Amaryllis belladonna: la "femmina nuda" sudafricana per giardini italiani miti
L'Amaryllis belladonna è la vera Amaryllis del genere monotipico Amaryllis, da non confondere con la commercialmente chiamata "Amaryllis" che è invece Hippeastrum. È una bulbosa della famiglia delle Amaryllidaceae, originaria del Sudafrica, regione del Capo. Coltivata in zone miti del Centro-Sud Italia. Il nome popolare inglese "naked lady" o "femmina nuda" descrive la peculiarità: fiorisce in tarda estate (agosto-settembre) su scapi nudi, quando il fogliame è già scomparso da settimane.
Caratteristiche
Bulbo grosso (10-15 cm di diametro), con il "collo" lungo emergente sopra il terreno. Foglie nastriformi (40-50 cm) che emergono in autunno-inverno dopo la fioritura, restano verdi tutto l'inverno-primavera, scompaiono in estate. Scapi fiorali alti 50-80 cm che spuntano improvvisamente in tarda estate, portano ombrelle di 6-12 fiori grandi (10-12 cm) a forma di trombetta, rosa-rosa pallido, profumati.
Coltivazione
Pieno sole. Terreno povero, ben drenato, calcareo, pH 6,5-7,5. Tollera siccità: una volta attecchito non richiede irrigazione. Resistenza al freddo: -5/-8 °C nei bulbi adulti ben asciutti.
Zone d'elezione in Italia
Coltivazione in piena terra: Liguria, Toscana costiera, Lazio costiero, Campania, Sicilia, Sardegna, Calabria. Al Centro-Nord interno coltivazione in vaso con ricovero invernale.
Piantagione
Periodo: agosto, durante il riposo estivo. I bulbi si piantano con il collo (parte superiore) sporgente dal terreno: solo la base e la metà inferiore del bulbo interrate. Piantagione interrata profonda = nessuna fioritura. Distanza: 30-40 cm. Una volta installati, non spostare per 5-10 anni.

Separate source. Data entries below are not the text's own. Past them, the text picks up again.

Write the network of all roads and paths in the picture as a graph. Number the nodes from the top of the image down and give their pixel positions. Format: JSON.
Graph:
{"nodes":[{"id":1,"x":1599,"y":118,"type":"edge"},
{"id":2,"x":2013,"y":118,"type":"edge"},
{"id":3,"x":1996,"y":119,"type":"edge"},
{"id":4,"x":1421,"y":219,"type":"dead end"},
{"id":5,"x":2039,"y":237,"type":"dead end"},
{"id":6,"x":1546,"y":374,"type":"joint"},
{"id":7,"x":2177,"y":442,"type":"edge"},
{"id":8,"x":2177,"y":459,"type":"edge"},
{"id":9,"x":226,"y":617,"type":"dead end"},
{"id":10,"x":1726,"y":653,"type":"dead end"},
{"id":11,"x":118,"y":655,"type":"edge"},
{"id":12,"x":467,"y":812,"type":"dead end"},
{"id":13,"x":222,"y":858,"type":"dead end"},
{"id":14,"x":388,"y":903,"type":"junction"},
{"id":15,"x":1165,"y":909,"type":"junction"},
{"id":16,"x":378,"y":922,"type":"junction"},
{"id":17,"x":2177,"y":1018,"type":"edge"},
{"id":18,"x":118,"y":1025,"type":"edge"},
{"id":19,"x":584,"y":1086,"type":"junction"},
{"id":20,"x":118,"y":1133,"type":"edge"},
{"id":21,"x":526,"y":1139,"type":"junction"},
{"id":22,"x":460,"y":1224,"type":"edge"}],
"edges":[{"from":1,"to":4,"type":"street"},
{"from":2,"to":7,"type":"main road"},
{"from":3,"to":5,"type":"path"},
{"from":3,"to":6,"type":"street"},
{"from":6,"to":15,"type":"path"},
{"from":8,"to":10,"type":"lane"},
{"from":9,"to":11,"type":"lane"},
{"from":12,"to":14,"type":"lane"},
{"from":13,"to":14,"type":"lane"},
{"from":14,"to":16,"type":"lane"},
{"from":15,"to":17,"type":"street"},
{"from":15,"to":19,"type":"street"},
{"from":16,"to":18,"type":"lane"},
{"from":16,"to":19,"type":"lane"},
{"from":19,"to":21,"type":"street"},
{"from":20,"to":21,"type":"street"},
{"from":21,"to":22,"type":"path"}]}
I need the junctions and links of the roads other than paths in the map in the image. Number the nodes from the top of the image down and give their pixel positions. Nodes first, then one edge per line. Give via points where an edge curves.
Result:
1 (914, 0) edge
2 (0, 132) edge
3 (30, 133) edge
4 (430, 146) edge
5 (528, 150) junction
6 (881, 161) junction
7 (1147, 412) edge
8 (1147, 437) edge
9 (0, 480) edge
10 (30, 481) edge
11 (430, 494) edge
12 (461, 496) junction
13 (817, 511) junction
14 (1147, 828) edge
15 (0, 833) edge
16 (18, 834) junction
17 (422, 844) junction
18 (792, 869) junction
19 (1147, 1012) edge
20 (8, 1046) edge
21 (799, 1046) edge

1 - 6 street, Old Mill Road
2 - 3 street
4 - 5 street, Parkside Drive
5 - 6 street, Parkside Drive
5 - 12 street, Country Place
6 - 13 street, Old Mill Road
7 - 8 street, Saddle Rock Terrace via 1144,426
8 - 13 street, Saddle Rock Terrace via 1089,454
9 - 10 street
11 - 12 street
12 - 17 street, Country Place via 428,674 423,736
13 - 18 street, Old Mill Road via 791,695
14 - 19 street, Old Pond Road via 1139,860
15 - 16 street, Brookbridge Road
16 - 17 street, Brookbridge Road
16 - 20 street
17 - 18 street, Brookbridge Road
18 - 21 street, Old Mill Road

Caratteristica unica: fioritura "nuda"
Mentre il fogliame appare in inverno (dopo la fioritura), la pianta in agosto-settembre produce solo scapi fiorali nudi, senza foglie. Sembra che il fiore "spunti dal nulla" sul terreno: effetto spettacolare e sorprendente. Il fenomeno è dovuto al ciclo invertito mediterraneo della pianta: cresce in inverno (stagione delle piogge nella regione di origine), riposa in estate.
Naturalizzazione
Una volta installata in posizione adatta, l'A. belladonna si naturalizza eccellentemente: i bulbi figli si formano lateralmente al bulbo madre, la macchia si espande lentamente. In 10-20 anni una piantagione iniziale di 5 bulbi può diventare una macchia di 30-40 bulbi fioriti in ogni stagione.
Tossicità
Tutta la pianta, in particolare il bulbo, contiene licorina e altri alcaloidi tossici per ingestione (vomito, dolori addominali). Caratteristica comune di tutte le Amaryllidaceae. Maneggiare i bulbi con guanti se si è sensibili.